Support for actors who make the most of little screen time

Talk about getting the most bang for your buck: William Hurt, onscreen for fewer than nine minutes in A History of Violence, winds up nominated for an Oscar for best supporting actor.

Not that he stands a chance, right? After all, he's barely in the film, not like Jake Gyllenhaal, who's in nearly every scene of Brokeback Mountain. Or Paul Giamatti, the backbone of Cinderella Man. Or George Clooney, the tie that binds together Syriana. Or Matt Dillon, who enjoys the greatest character arc of anyone in the ensemble cast of Crash. All four are onscreen a lot longer than Hurt; heck, Clooney and Gyllenhaal could just as easily be up for the best actor Oscar.


But the supporting actor and actress categories are unlike any of their Oscar compatriots. Fluid, quirky and with criteria that seem ever-shifting, these awards have been used to recognize juveniles (10-year-old Tatum O'Neal in Paper Moon and 11-year-old Anna Paquin in The Piano), nonactors (disabled veteran Harold Russell in The Best Years of Our Lives and Cambodian refugee Haing S. Ngor in The Killing Fields) and big-name actors in small parts (Jack Nicholson in Terms of Endearment and Ingrid Bergman in Murder on the Orient Express).

They've also been awarded to actors who, like Hurt, enjoy precious little screen time, but make an incalculable contribution to the overall film.


"An actor given the right part, good lines - he can last 50 years with two minutes," says Richard Thomson, author of The New Biographical Dictionary of Film. "We can all remember tiny things from films of long ago that we have never forgotten. There are some parts that are just great."

In A History of Violence, Viggo Mortensen stars as Tom Stall, a mild-mannered, small-town business owner who shoots and kills two men when they attempt to rob his diner. Though his actions make him a hero, they also threaten to unleash a side of Stall that for years he has tried to suppress.

As stone-cold killer Richie Cusack, Stall's crime-boss brother, Hurt doesn't make an appearance until there's only 18 minutes left in the movie. But the film's narrative has been inexorably flowing toward him. For much of it, Cusack has been the unseen center of Violence's gravity, the mysterious answer to many questions.

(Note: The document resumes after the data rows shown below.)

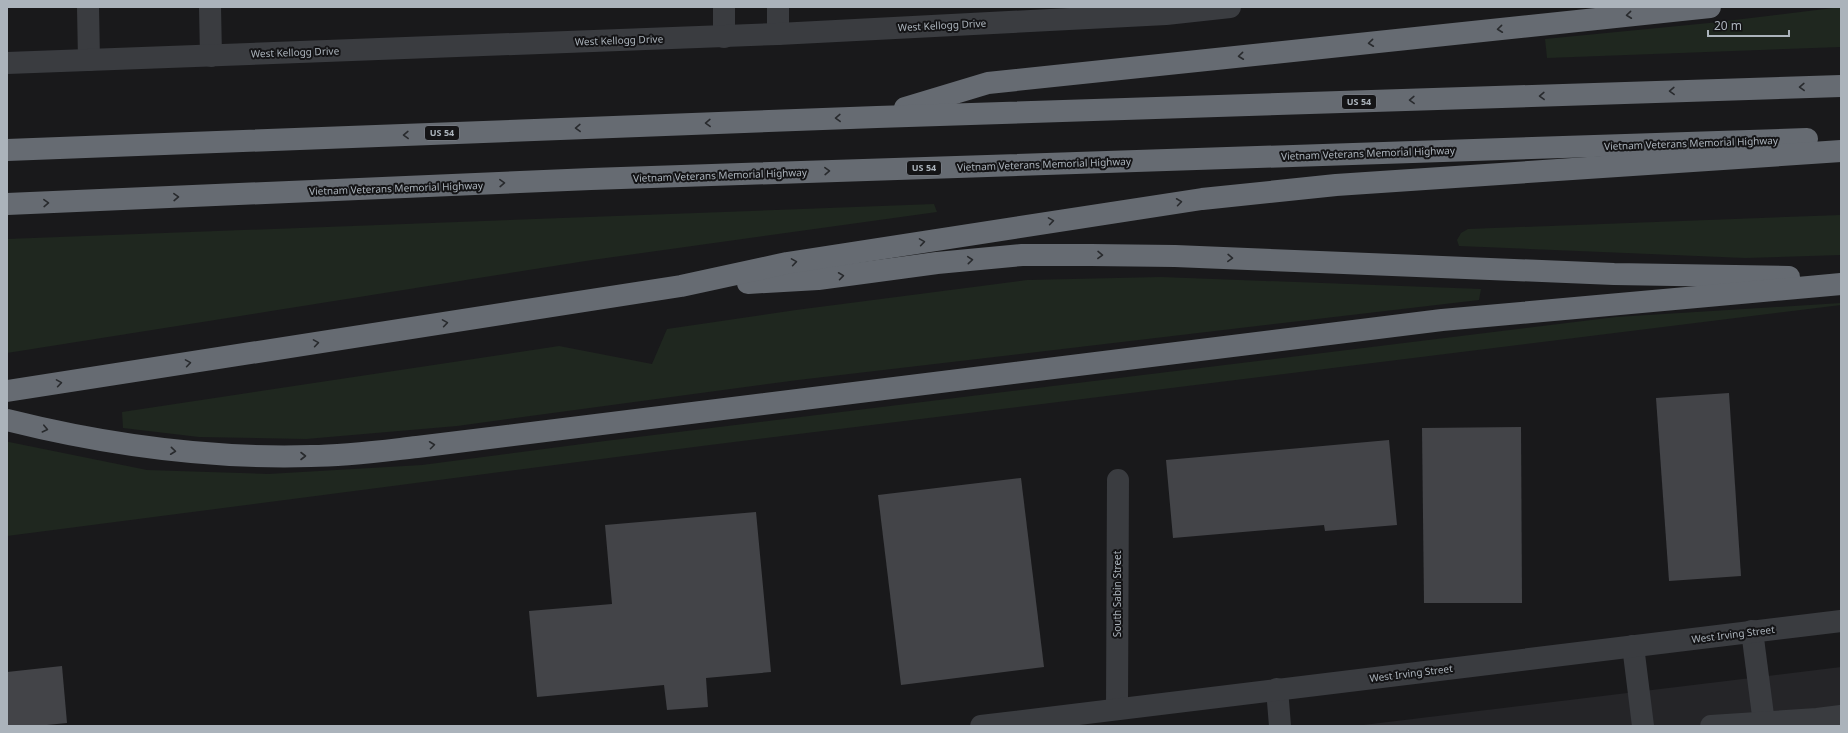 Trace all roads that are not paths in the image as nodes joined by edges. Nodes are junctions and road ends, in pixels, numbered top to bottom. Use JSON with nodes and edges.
{"nodes":[{"id":1,"x":88,"y":7,"type":"edge"},
{"id":2,"x":210,"y":7,"type":"edge"},
{"id":3,"x":724,"y":7,"type":"edge"},
{"id":4,"x":778,"y":7,"type":"edge"},
{"id":5,"x":1230,"y":7,"type":"edge"},
{"id":6,"x":1710,"y":7,"type":"edge"},
{"id":7,"x":1019,"y":14,"type":"edge"},
{"id":8,"x":778,"y":34,"type":"junction"},
{"id":9,"x":724,"y":37,"type":"junction"},
{"id":10,"x":211,"y":56,"type":"junction"},
{"id":11,"x":89,"y":60,"type":"junction"},
{"id":12,"x":7,"y":63,"type":"edge"},
{"id":13,"x":1841,"y":86,"type":"edge"},
{"id":14,"x":877,"y":117,"type":"junction"},
{"id":15,"x":1841,"y":138,"type":"edge"},
{"id":16,"x":7,"y":150,"type":"edge"},
{"id":17,"x":1841,"y":151,"type":"edge"},
{"id":18,"x":7,"y":204,"type":"edge"},
{"id":19,"x":758,"y":276,"type":"junction"},
{"id":20,"x":1841,"y":280,"type":"edge"},
{"id":21,"x":1841,"y":284,"type":"edge"},
{"id":22,"x":7,"y":391,"type":"edge"},
{"id":23,"x":7,"y":420,"type":"edge"},
{"id":24,"x":1118,"y":480,"type":"dead end"},
{"id":25,"x":1841,"y":620,"type":"edge"},
{"id":26,"x":1752,"y":632,"type":"junction"},
{"id":27,"x":1633,"y":646,"type":"junction"},
{"id":28,"x":1278,"y":689,"type":"junction"},
{"id":29,"x":1117,"y":709,"type":"junction"},
{"id":30,"x":1841,"y":716,"type":"edge"},
{"id":31,"x":1764,"y":723,"type":"junction"},
{"id":32,"x":981,"y":726,"type":"edge"},
{"id":33,"x":1280,"y":726,"type":"edge"},
{"id":34,"x":1643,"y":726,"type":"edge"},
{"id":35,"x":1711,"y":726,"type":"edge"}],
"edges":[{"from":1,"to":11,"type":"street"},
{"from":2,"to":10,"type":"street"},
{"from":3,"to":9,"type":"street"},
{"from":4,"to":8,"type":"street"},
{"from":5,"to":7,"type":"street","name":"West Kellogg Drive"},
{"from":6,"to":14,"type":"highway","one_way":true},
{"from":7,"to":8,"type":"street","name":"West Kellogg Drive"},
{"from":8,"to":9,"type":"street","name":"West Kellogg Drive"},
{"from":9,"to":10,"type":"street","name":"West Kellogg Drive"},
{"from":10,"to":11,"type":"street","name":"West Kellogg Drive"},
{"from":11,"to":12,"type":"street","name":"West Kellogg Drive"},
{"from":13,"to":14,"type":"highway","number":"US 54","one_way":true},
{"from":14,"to":16,"type":"highway","number":"US 54","one_way":true},
{"from":18,"to":15,"type":"highway","name":"Vietnam Veterans Memorial Highway","number":"US 54","one_way":true},
{"from":19,"to":17,"type":"highway","one_way":true},
{"from":19,"to":20,"type":"highway","one_way":true},
{"from":22,"to":19,"type":"highway","one_way":true},
{"from":23,"to":21,"type":"highway","one_way":true},
{"from":24,"to":29,"type":"street","name":"South Sabin Street"},
{"from":25,"to":26,"type":"street","name":"West Irving Street"},
{"from":26,"to":27,"type":"street","name":"West Irving Street"},
{"from":26,"to":31,"type":"street"},
{"from":27,"to":28,"type":"street","name":"West Irving Street"},
{"from":27,"to":34,"type":"street"},
{"from":28,"to":29,"type":"street","name":"West Irving Street"},
{"from":28,"to":33,"type":"street"},
{"from":29,"to":32,"type":"street","name":"West Irving Street"},
{"from":30,"to":31,"type":"street"},
{"from":31,"to":35,"type":"street"}]}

When he finally shows up, Cusack doesn't disappoint. Using a guttural Bronx accent that sounds as if it were lifted straight from a 1930s gangster film, Hurt grabs the screen with a brashness and ferocity that's shocking and unforgettable.

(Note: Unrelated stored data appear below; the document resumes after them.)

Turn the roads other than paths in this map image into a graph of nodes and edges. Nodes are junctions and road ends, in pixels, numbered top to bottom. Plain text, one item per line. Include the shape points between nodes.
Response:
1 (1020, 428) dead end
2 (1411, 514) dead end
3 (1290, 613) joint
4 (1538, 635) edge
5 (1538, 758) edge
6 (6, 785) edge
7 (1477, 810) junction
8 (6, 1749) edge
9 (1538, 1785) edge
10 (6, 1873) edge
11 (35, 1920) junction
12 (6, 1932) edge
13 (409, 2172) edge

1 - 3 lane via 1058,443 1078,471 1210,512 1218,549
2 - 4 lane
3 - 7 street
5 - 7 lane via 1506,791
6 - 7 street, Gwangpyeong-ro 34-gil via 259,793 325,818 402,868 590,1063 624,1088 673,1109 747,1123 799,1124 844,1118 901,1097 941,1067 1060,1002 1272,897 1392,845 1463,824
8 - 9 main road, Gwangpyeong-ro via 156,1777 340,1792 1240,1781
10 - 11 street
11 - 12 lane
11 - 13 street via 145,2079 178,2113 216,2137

"I'm surprised it's only nine minutes," says Thomson. "That is a tribute to what he does with that nine minutes. I think it's a great performance."

The film's stars - Mortensen as a small-town hero with a shockingly violent past and Ed Harris as a disfigured mob lackey with a score to settle - spend most of their time playing things close to the vest, concealing who they are and what they know. Hurt's character is the opposite - we know all about this guy from the second he hits the screen. It's Hurt's power as an actor - his barely controlled rage, his reptilian blue eyes, his seeming comfort with his own monstrosity - that makes his appearance memorable.

With his nomination, Hurt joins a small but impressive list of actors who have earned recognition despite the brevity of their screen time. Beatrice Straight won for her 1976 performance in Network despite little advance buzz, fewer than 10 minutes of screen time and an exalted field that included movie veterans Lee Grant (Voyage of the Damned) and Piper Laurie (Carrie) and heralded newcomer Jane Alexander (All the President's Men). And that's not to mention 14-year-old Jodie Foster's controversial portrayal of a teenage hooker in Taxi Driver.

In this disturbingly prescient film about the lengths the media (in this case, television) will go to make a buck, it was Straight's turn as William Holden's distraught wife, refusing to accept quietly his newfound infatuation with a younger woman, that earned the Oscar. She could hardly be accused of upstaging her Network co-stars (Faye Dunaway and Peter Finch won lead-performance Oscars), but Straight's role was pivotal, as perhaps the only voice of reason in the film, and Oscar voters rightly praised her for it.


"That's what good acting's all about, making that impression in a small amount of time," says Turner Classic Movies' Robert Osborne, author of 75 Years of Oscar: The Official History of the Academy Awards.

Although he didn't win, Ned Beatty also was nominated for a brief appearance in Network, as the corporate bigwig who acquaints renegade news anchor Finch with the facts of megamedia life. Beatty's turn, in which he comes off sounding like the voice of God, was impressive, but not enough to wrest the Oscar from Jason Robards Jr., who won for portraying Washington Post editor Ben Bradlee in All the President's Men.

In 1999, Judi Dench won an Oscar even though she was onscreen for fewer than 12 minutes in Shakespeare In Love. The popular theory is that she won because she was passed over the previous year for her starring turn in Mrs. Brown. Her brief appearance as the haughty but human Queen Elizabeth in Shakespeare demonstrated how a superior actor can dominate a film in just a few scenes. While Gwyneth Paltrow won the lead actress Oscar for her work in the film, it's Dench's scenes - waiting impatiently for a gentleman to lay his coat over a puddle, rising unexpectedly from the audience during a play - that stays in the mind's eye.

Other supporting nominees whose time onscreen was noticeably brief include some of the most fabled names in the movies: Ralph Richardson in Greystoke: The Legend of Tarzan, Gloria Stuart in Titanic, Robards in Melvin and Howard, Judy Garland in Judgment at Nuremberg.

Perhaps proof that there is such a thing as a captivating performance that's nevertheless too brief for Oscar consideration is Lynn Redgrave's memorable cameo in Kinsey, one of the most affecting performances of 2004. As an aging lesbian expressing her gratitude for Alfred Kinsey's pioneering research into sexual mores and morals, she said in five minutes what the rest of the movie struggled for nearly two hours to express. In one monologue, Redgrave gave the film its heart.

The work of actors like Hurt, Dench, Straight and Redgrave proves that sometimes, even in Hollywood, less can be more.